§ PROMPT
Every line of the records that holds the word "above" should be copied.

[Saved data entries]
▬▬▬
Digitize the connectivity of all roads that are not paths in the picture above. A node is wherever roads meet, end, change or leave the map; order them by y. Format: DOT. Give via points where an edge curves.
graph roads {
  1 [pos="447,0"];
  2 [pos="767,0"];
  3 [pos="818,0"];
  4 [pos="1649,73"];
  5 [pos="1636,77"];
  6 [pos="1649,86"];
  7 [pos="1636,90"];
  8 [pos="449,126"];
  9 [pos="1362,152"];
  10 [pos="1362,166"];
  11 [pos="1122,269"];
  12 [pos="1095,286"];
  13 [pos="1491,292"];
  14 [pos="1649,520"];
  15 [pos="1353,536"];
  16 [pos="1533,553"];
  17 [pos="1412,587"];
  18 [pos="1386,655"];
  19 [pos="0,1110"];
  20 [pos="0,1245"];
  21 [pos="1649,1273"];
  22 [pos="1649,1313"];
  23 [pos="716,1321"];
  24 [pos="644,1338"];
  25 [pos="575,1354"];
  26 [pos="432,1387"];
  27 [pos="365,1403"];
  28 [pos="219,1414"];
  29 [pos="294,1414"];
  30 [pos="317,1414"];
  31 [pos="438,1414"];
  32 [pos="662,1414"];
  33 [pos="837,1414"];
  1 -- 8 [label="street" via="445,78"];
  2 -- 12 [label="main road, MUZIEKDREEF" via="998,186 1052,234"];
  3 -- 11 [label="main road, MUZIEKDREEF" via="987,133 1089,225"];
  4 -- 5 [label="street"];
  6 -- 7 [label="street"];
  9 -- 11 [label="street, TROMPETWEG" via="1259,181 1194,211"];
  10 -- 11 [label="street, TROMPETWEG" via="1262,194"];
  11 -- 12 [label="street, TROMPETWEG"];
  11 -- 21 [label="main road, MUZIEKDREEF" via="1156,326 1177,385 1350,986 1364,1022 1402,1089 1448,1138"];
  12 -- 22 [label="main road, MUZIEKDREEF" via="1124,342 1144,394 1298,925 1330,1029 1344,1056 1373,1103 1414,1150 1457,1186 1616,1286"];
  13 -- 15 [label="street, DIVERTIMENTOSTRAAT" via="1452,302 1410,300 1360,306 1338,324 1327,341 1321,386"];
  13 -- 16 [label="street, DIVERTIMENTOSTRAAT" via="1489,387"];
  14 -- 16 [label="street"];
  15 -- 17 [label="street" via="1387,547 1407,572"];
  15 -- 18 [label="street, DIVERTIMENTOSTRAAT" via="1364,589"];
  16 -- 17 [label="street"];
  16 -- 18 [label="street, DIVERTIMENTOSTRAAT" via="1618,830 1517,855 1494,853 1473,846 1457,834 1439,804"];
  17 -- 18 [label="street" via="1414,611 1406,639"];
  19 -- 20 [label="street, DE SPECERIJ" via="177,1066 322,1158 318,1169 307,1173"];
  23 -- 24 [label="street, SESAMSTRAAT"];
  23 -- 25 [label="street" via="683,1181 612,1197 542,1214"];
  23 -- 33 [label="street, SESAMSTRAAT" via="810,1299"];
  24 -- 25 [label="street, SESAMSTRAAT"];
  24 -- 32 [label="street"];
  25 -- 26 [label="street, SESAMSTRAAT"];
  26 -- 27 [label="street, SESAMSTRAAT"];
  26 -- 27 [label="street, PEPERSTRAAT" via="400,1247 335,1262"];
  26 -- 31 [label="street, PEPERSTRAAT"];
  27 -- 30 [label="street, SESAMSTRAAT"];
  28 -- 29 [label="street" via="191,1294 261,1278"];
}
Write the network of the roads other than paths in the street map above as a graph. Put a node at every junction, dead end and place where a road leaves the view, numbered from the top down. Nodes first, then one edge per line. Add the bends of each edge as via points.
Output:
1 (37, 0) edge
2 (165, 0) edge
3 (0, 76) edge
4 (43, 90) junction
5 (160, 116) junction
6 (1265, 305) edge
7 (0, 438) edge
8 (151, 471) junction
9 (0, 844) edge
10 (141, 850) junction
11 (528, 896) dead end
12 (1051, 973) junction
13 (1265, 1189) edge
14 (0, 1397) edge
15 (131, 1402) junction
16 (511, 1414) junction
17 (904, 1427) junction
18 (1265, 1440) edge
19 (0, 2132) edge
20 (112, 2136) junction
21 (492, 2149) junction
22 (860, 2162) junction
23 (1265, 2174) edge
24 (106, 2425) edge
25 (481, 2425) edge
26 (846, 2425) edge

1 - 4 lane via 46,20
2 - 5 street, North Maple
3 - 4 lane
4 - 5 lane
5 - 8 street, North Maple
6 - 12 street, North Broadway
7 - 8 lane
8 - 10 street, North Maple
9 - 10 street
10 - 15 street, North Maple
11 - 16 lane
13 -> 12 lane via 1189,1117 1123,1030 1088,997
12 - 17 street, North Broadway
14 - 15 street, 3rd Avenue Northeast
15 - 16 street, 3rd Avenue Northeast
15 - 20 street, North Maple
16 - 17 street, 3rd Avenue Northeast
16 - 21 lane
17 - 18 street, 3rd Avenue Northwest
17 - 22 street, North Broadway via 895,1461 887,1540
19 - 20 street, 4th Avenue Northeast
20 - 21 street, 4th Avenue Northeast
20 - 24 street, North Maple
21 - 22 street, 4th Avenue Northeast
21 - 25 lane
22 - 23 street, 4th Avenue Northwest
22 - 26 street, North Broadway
▬▬▬
§ WRITTEN ANSWER
Digitize the connectivity of all roads that are not paths in the picture above. A node is wherever roads meet, end, change or leave the map; order them by y. Format: DOT. Give via points where an edge curves.
Write the network of the roads other than paths in the street map above as a graph. Put a node at every junction, dead end and place where a road leaves the view, numbered from the top down. Nodes first, then one edge per line. Add the bends of each edge as via points.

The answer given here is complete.